Of course your GC love spending time with other children and having fun with them - I am sure that this is what you want for them really. And your DIL had fun with her friends. Please do not begrudge them this.

Try to take joy in their pleasure, and convey that to them. They will love you all the more for it.

josiew58 Mon 06-Jan-20 10:57:12

It's difficult I know but it does appear that we lose our DS's once they have partners and children, Dils tend to gravitate towards their families and it does leave us feeling very much out in the cold. I can hand on heart say that I was as guilty as the next with my two children's paternal GP's and my sister nor I knew my dads family at all, he sadly died when I was 10 and any contact that we had had with the family stopped there and then. I am in the situation now, my two GD's certainly see more of their other GP's, although they aren't far from me I hardly ever see them or my DS and yes, I get hurt (and jealous) and I can either let that eat me up and be miserable or I can accept it for what it is and enjoy the DS and GC when I do see them, they call me naughty nanny !! As a few posts are suggesting, the FaceTime wasn't a deliberate snub, try making contact again and arranging a mutual time to talk to them. Good Luck xx

Rosina Mon 06-Jan-20 11:00:25

It's so easy to get down over these things; I have got a little 'miffed' about a few family matters when I have felt left out - but later I have reflected that I haven't actually been left out, it's just that we can't move around as one group continually, and it's better to smile and say 'how lovely - really pleased you all had a good time' as any suggestion of a slight sulk is not likely to go down well. As Luckygirl has said above, show you are pleased for them and that will be much better all round. This time of year doesn't help emotions either - gloomy January.
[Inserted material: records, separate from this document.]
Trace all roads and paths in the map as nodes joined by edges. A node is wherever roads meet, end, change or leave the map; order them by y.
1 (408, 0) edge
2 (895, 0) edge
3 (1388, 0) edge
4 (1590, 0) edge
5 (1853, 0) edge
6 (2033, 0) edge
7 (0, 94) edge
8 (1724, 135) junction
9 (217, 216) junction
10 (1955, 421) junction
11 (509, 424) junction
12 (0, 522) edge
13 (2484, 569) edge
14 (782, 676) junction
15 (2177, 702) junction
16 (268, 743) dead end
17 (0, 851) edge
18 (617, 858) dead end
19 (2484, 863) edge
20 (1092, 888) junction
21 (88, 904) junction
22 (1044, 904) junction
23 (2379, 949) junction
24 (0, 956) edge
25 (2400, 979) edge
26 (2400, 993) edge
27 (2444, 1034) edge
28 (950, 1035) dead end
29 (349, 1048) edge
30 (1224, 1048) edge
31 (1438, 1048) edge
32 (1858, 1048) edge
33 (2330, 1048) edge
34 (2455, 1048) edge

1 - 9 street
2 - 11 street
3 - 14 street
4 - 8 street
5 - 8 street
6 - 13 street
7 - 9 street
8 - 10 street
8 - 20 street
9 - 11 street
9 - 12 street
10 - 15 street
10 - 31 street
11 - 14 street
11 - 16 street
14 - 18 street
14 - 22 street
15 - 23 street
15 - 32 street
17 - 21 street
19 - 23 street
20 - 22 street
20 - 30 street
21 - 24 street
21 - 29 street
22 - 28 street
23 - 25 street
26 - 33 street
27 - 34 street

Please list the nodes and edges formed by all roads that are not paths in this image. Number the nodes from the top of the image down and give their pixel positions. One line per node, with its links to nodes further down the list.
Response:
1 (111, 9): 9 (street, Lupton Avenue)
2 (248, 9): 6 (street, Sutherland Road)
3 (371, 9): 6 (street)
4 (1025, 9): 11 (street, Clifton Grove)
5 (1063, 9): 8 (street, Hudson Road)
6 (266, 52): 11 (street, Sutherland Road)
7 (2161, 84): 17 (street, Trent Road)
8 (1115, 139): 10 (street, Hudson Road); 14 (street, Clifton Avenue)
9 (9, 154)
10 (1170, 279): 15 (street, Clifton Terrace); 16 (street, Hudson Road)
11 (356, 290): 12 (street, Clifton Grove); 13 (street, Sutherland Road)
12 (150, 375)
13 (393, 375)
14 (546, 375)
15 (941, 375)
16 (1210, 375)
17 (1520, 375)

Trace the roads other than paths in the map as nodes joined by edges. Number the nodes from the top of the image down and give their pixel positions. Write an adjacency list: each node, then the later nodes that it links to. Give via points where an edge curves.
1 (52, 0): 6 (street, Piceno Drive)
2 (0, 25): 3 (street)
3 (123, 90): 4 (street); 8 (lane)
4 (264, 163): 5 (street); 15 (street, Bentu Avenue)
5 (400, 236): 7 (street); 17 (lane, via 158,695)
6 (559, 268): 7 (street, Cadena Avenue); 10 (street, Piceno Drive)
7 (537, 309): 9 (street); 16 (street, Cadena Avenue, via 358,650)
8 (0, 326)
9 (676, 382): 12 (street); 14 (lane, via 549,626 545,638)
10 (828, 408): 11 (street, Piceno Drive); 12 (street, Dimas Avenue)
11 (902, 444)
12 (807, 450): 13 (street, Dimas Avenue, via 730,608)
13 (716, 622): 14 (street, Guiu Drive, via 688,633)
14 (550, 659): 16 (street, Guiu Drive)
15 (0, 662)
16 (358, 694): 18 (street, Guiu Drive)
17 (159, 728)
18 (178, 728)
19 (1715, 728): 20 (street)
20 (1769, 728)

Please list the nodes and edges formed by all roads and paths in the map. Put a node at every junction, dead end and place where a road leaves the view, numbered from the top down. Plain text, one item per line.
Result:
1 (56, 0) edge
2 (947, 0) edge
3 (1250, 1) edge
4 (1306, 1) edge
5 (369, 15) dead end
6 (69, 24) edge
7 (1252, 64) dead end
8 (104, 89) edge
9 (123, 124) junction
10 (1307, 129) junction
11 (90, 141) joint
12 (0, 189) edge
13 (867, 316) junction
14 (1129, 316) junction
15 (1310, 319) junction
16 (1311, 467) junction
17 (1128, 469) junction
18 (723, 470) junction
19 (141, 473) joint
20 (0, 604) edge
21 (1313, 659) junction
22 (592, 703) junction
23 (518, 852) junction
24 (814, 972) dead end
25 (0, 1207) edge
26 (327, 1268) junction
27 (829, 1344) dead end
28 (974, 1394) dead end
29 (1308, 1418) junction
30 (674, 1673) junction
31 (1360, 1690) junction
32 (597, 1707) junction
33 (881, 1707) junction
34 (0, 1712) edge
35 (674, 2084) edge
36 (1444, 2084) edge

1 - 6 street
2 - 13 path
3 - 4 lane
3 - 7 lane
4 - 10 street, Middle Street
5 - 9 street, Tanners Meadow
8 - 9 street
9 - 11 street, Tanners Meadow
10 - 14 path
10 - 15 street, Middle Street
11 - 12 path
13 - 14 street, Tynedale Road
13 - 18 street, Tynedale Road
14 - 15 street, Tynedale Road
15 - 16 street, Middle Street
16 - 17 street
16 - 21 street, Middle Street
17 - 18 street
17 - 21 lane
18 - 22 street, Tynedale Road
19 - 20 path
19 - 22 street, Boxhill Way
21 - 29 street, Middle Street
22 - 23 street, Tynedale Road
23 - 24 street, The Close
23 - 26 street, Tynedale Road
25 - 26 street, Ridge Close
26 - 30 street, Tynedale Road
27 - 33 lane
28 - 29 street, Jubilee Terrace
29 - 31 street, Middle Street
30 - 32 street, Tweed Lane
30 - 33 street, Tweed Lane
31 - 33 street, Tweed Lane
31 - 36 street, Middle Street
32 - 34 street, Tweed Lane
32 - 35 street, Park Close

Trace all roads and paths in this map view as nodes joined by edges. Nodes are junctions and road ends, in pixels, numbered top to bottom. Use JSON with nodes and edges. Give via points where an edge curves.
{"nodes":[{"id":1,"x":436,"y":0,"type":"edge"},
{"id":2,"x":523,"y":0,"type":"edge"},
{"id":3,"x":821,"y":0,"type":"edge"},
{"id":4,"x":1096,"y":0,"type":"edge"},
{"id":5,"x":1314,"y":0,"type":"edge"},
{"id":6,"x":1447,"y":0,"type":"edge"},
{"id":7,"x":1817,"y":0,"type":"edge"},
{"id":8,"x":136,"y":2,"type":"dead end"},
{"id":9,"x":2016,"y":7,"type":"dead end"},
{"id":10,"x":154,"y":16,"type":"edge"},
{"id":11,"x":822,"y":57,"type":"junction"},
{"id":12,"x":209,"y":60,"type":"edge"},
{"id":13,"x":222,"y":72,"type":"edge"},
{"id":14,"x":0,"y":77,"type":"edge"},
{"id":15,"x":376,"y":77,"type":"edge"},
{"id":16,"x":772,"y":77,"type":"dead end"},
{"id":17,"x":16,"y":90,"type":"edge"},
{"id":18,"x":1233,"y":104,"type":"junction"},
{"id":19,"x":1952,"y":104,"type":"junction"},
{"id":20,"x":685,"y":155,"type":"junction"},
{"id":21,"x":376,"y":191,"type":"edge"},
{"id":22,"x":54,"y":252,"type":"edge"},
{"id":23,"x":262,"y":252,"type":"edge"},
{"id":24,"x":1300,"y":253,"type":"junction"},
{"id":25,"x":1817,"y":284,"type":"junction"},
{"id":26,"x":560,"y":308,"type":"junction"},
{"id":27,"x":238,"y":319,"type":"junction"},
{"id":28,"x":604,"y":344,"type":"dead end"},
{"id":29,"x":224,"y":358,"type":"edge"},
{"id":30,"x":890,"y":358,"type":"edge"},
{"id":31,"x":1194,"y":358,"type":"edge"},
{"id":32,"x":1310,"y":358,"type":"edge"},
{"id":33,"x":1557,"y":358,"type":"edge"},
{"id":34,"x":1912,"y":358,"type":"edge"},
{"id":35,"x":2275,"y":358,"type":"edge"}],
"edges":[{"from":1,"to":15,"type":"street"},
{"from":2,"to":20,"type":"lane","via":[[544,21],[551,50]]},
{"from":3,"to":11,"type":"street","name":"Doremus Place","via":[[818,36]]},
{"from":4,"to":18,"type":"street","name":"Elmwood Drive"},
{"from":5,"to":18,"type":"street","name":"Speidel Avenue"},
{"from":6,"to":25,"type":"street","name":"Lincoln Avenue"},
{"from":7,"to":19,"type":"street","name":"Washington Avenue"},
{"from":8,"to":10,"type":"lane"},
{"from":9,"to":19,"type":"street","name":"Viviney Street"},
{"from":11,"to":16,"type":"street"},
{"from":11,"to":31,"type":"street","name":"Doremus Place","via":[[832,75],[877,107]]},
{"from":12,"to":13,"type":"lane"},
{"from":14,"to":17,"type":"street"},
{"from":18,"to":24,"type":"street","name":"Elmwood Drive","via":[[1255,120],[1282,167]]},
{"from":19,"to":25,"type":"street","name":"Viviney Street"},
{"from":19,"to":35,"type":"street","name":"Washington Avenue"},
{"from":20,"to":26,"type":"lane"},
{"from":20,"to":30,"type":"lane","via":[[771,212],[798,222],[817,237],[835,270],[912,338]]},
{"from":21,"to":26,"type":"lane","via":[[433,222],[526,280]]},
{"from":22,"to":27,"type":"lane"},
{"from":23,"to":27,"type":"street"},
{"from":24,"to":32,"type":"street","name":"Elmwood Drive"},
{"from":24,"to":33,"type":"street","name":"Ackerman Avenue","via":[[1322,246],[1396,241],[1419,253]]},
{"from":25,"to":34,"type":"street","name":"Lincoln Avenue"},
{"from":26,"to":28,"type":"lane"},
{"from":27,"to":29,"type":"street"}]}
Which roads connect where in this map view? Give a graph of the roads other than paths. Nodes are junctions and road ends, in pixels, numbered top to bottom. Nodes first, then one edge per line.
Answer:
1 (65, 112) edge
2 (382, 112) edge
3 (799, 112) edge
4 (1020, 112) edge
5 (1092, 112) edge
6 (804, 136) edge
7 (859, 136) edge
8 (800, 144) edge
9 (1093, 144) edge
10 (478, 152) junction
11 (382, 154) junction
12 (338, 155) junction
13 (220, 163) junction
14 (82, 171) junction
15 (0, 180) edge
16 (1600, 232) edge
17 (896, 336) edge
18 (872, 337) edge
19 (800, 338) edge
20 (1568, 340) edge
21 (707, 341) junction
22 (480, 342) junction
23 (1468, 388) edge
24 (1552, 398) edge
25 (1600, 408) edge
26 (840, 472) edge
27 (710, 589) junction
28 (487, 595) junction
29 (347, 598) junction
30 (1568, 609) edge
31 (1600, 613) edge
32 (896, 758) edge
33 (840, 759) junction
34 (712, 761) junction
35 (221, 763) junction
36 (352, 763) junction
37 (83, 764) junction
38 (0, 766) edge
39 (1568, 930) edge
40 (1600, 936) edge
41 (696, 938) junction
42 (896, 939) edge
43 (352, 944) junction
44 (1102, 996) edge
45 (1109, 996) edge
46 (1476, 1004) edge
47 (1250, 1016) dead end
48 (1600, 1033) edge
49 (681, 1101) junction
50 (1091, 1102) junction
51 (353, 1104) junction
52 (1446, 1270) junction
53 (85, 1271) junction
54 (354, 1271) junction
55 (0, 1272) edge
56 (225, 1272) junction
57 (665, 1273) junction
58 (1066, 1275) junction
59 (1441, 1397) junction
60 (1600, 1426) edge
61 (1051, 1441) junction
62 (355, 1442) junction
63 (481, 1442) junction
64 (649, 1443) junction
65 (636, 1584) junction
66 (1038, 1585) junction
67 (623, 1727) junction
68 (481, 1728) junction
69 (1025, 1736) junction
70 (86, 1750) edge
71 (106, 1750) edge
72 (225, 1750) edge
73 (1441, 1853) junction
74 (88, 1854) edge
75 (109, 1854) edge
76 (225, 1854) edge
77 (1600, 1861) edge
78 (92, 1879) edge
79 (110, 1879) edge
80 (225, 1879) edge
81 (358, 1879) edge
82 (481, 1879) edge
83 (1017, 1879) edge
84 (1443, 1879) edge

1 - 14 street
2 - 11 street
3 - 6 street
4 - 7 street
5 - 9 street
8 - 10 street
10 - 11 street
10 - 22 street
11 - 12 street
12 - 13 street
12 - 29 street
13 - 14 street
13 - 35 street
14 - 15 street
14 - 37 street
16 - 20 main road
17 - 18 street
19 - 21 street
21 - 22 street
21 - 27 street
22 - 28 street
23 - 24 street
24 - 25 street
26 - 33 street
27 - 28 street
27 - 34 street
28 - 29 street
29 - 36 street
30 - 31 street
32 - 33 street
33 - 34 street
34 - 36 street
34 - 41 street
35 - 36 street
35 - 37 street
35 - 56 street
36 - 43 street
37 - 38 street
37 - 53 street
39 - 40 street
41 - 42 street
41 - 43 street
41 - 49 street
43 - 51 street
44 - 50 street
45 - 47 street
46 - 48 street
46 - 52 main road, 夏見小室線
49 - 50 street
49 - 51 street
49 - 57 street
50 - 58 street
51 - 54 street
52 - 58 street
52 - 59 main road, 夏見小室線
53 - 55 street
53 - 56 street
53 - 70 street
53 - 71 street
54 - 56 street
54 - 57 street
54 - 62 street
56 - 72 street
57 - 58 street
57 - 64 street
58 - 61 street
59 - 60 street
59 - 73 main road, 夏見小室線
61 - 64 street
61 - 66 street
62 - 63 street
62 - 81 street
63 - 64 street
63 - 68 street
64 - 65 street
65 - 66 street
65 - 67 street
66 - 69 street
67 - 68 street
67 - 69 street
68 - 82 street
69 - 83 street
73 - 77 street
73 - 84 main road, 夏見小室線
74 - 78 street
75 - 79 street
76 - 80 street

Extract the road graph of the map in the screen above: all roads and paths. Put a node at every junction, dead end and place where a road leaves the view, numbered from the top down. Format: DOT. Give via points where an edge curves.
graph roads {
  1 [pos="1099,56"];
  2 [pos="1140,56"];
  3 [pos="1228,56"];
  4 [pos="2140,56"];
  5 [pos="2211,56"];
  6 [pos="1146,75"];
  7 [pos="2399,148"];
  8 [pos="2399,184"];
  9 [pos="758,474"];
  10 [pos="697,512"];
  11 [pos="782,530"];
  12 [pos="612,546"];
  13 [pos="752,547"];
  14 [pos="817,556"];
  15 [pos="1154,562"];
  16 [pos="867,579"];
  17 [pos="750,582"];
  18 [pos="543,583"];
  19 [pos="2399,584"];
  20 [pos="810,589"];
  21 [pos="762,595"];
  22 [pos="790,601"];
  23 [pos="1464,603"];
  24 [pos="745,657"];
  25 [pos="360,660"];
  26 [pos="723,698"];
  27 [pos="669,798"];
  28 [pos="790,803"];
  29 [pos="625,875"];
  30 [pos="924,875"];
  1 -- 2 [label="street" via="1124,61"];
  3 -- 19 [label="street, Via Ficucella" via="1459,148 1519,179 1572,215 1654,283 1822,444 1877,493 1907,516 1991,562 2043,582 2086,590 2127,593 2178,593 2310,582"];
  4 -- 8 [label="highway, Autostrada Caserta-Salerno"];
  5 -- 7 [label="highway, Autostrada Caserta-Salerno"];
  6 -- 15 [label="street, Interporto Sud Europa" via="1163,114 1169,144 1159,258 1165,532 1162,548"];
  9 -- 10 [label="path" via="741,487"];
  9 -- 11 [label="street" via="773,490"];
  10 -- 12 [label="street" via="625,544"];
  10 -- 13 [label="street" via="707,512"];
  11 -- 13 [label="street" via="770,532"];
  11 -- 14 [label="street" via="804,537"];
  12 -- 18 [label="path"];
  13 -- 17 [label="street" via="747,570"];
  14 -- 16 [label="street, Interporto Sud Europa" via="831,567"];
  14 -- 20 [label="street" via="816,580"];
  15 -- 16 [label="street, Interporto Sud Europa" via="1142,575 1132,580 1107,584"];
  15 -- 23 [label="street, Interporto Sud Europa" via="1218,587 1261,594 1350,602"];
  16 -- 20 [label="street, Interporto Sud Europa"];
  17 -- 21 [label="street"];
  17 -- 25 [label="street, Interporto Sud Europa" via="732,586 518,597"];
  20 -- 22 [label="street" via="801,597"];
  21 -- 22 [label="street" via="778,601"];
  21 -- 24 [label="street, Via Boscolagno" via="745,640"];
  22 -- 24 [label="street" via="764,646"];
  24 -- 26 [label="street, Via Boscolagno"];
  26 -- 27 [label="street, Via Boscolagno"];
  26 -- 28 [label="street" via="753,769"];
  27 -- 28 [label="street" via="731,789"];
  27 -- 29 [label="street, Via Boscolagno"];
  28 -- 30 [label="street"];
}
cathieb Mon 06-Jan-20 11:00:42

When my children were young communication was so much more limited - weekly phone calls to my parents and in-laws 200 miles away and occasional letters with precious photos enclosed and two or three visits a year. The range of possibilities now : FB, FaceTime, Skype, texts, WhatsApp etc is huge and wonderful but I think also a double edged sword. We now expect to be in constant contact and too easily feel hurt and rejected if it doesn’t work. I am not convinced that it is healthy to such high expectations of closeness. I sometimes have to remind myself how important my friends were to me at that stage in my life and accept that I may not be at the centre of the universe of my children and grandchildren and that this is normal.

Semiruralgirl Mon 06-Jan-20 11:10:04

I understand how you probably feel. I too live a long way from my GC, and don’t get to see them as often as I like - maybe about 3 x per year. I have noticed though as they get older that they have minds of their own and can keep in touch - texts etc, phone calls, emails - maybe not regularly, but as previous Grans have said, you have to accept it. There is rivalry sometimes between 2 sets of grandparents, often the DIL leaning more to her family which is understandable, but can be hurtful. You don’t say if you have a DH or close relative etc who you can share your feelings with. Also, this time of year is most difficult, we all feel at a bit of a low after Christmas etc, January Blues they call it. Perhaps you could invite the family to stay with you at another time of year for a weekend, or arrange a visit for your GS that you could take him to eg Legoland, or something similar? My ( ex) DIL was devoted to her mother, and I accepted that, we never saw the family at Christmas, our slot was 2 days at New Year, when we visited them and took the GC to the panto, and it became an annual treat. You are not alone, but do try and think of little treats that you could share with your GS ( and his parents) from time to time. Best wishes.